**Activity**
Which lines in the listing below contain "ИППОДРОМСКОЙ"? Copy each of them.

**Working data**
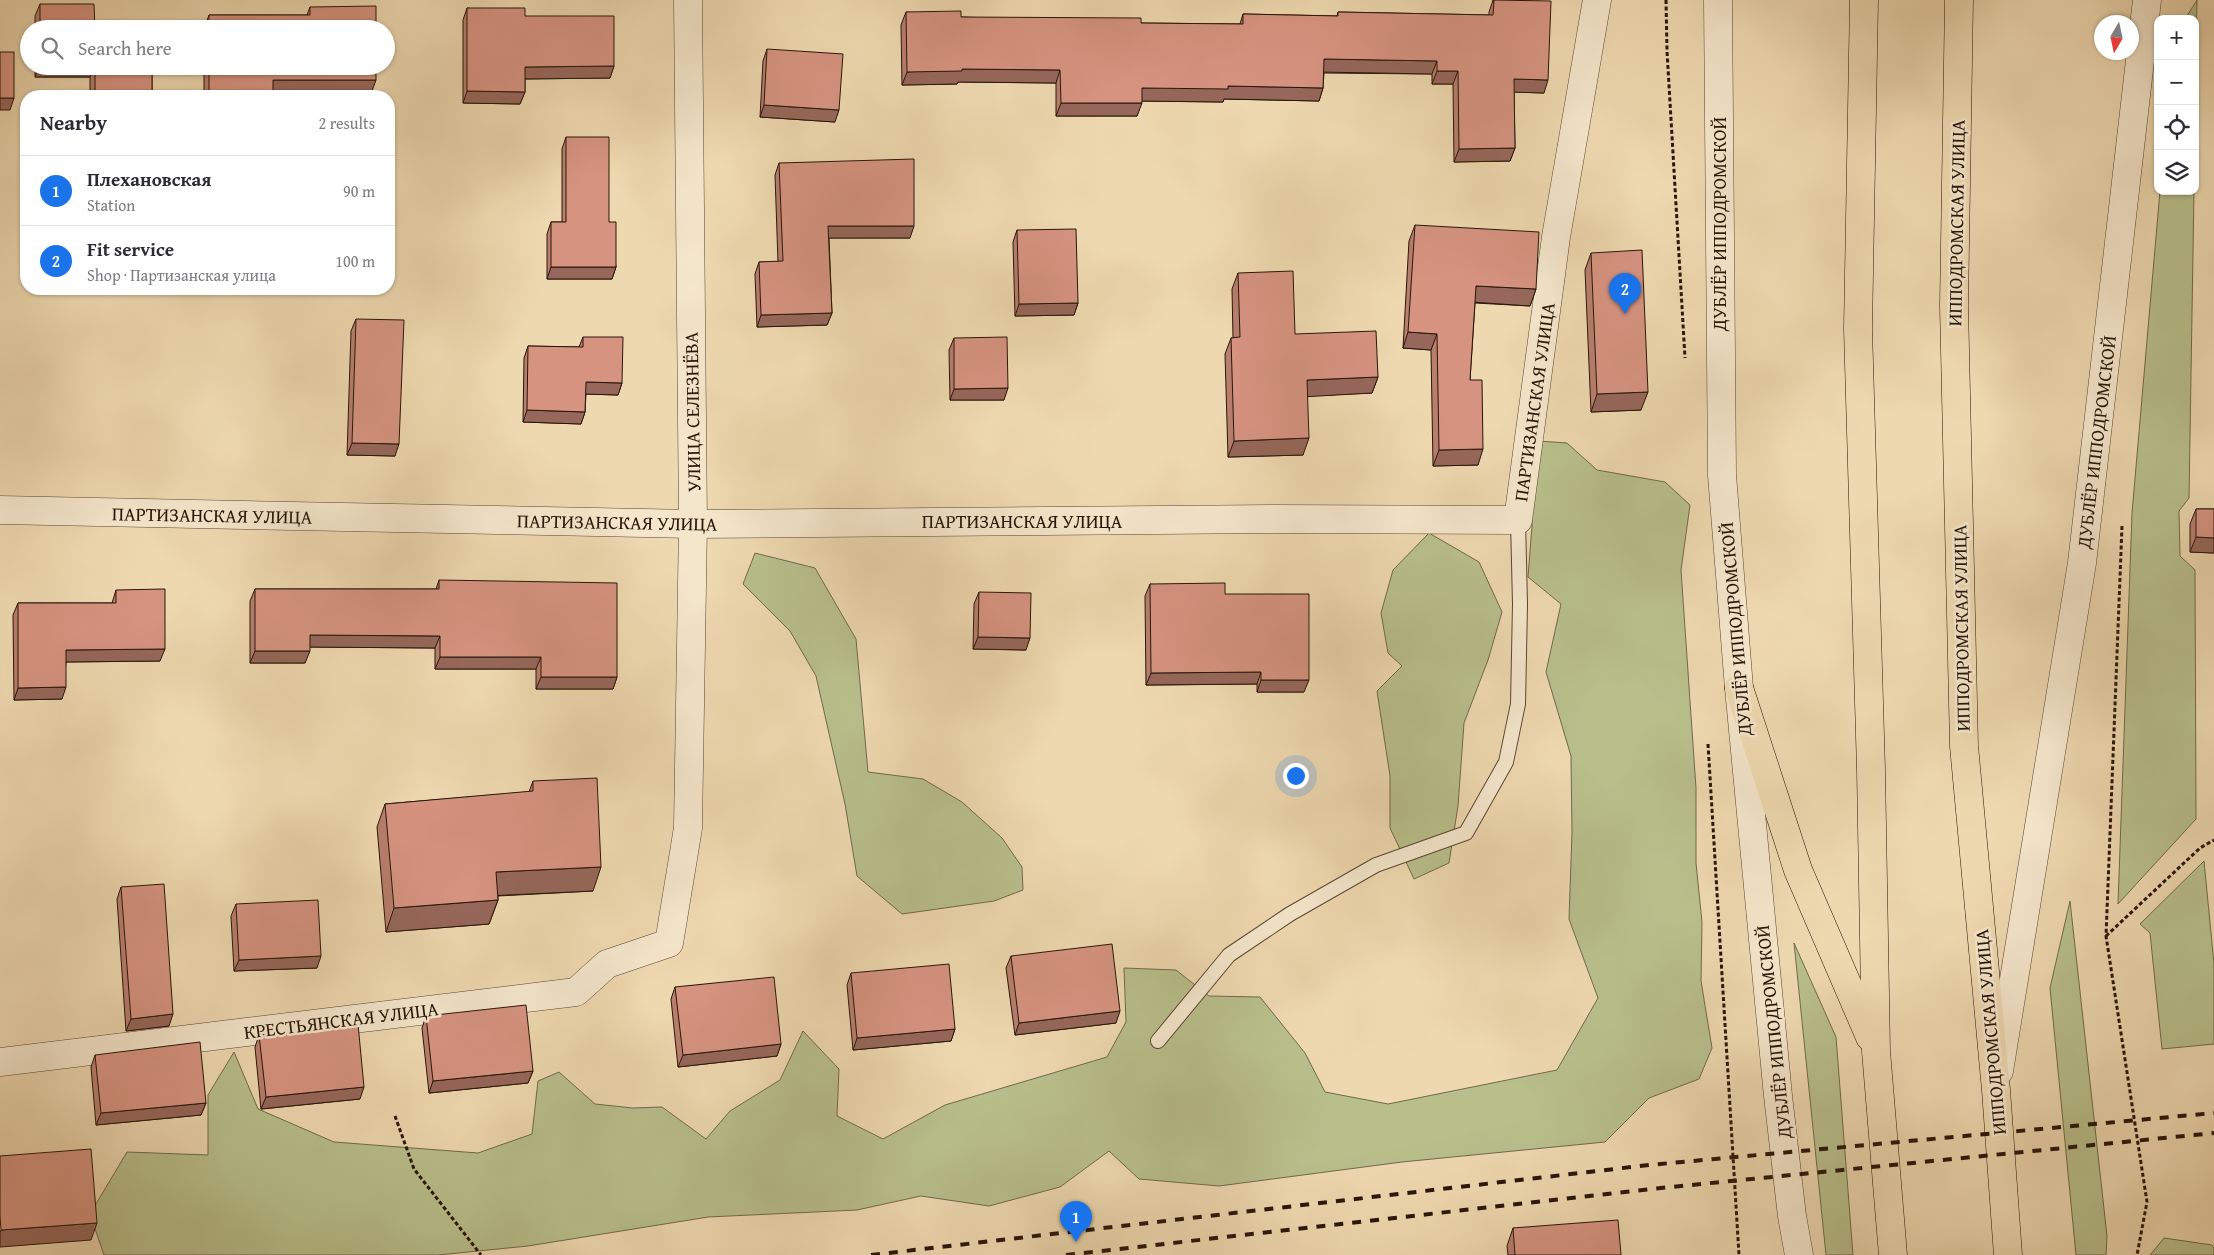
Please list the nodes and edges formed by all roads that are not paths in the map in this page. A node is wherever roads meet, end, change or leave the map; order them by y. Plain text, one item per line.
1 (688, 0) edge
2 (1597, 0) edge
3 (1718, 0) edge
4 (1864, 0) edge
5 (1959, 0) edge
6 (2147, 0) edge
7 (0, 510) edge
8 (1518, 520) junction
9 (693, 524) junction
10 (1740, 688) junction
11 (669, 943) joint
12 (1158, 1041) dead end
13 (1876, 1051) junction
14 (0, 1062) edge
15 (1996, 1090) junction
16 (1799, 1255) edge
17 (1893, 1255) edge
18 (2008, 1255) edge

1 - 9 street, УЛИЦА СЕЛЕЗНЁВА
2 - 8 street, ПАРТИЗАНСКАЯ УЛИЦА
3 - 10 street, ДУБЛЁР ИППОДРОМСКОЙ
4 - 13 highway
5 - 15 highway, ИППОДРОМСКАЯ УЛИЦА
6 - 15 street, ДУБЛЁР ИППОДРОМСКОЙ
7 - 9 street, ПАРТИЗАНСКАЯ УЛИЦА
8 - 9 street, ПАРТИЗАНСКАЯ УЛИЦА
8 - 12 lane
9 - 11 street, УЛИЦА СЕЛЕЗНЁВА
10 - 13 highway
10 - 16 street, ДУБЛЁР ИППОДРОМСКОЙ
11 - 14 street, КРЕСТЬЯНСКАЯ УЛИЦА
13 - 17 highway
15 - 18 highway, ИППОДРОМСКАЯ УЛИЦА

**Solution to the problem**
3 - 10 street, ДУБЛЁР ИППОДРОМСКОЙ
6 - 15 street, ДУБЛЁР ИППОДРОМСКОЙ
10 - 16 street, ДУБЛЁР ИППОДРОМСКОЙ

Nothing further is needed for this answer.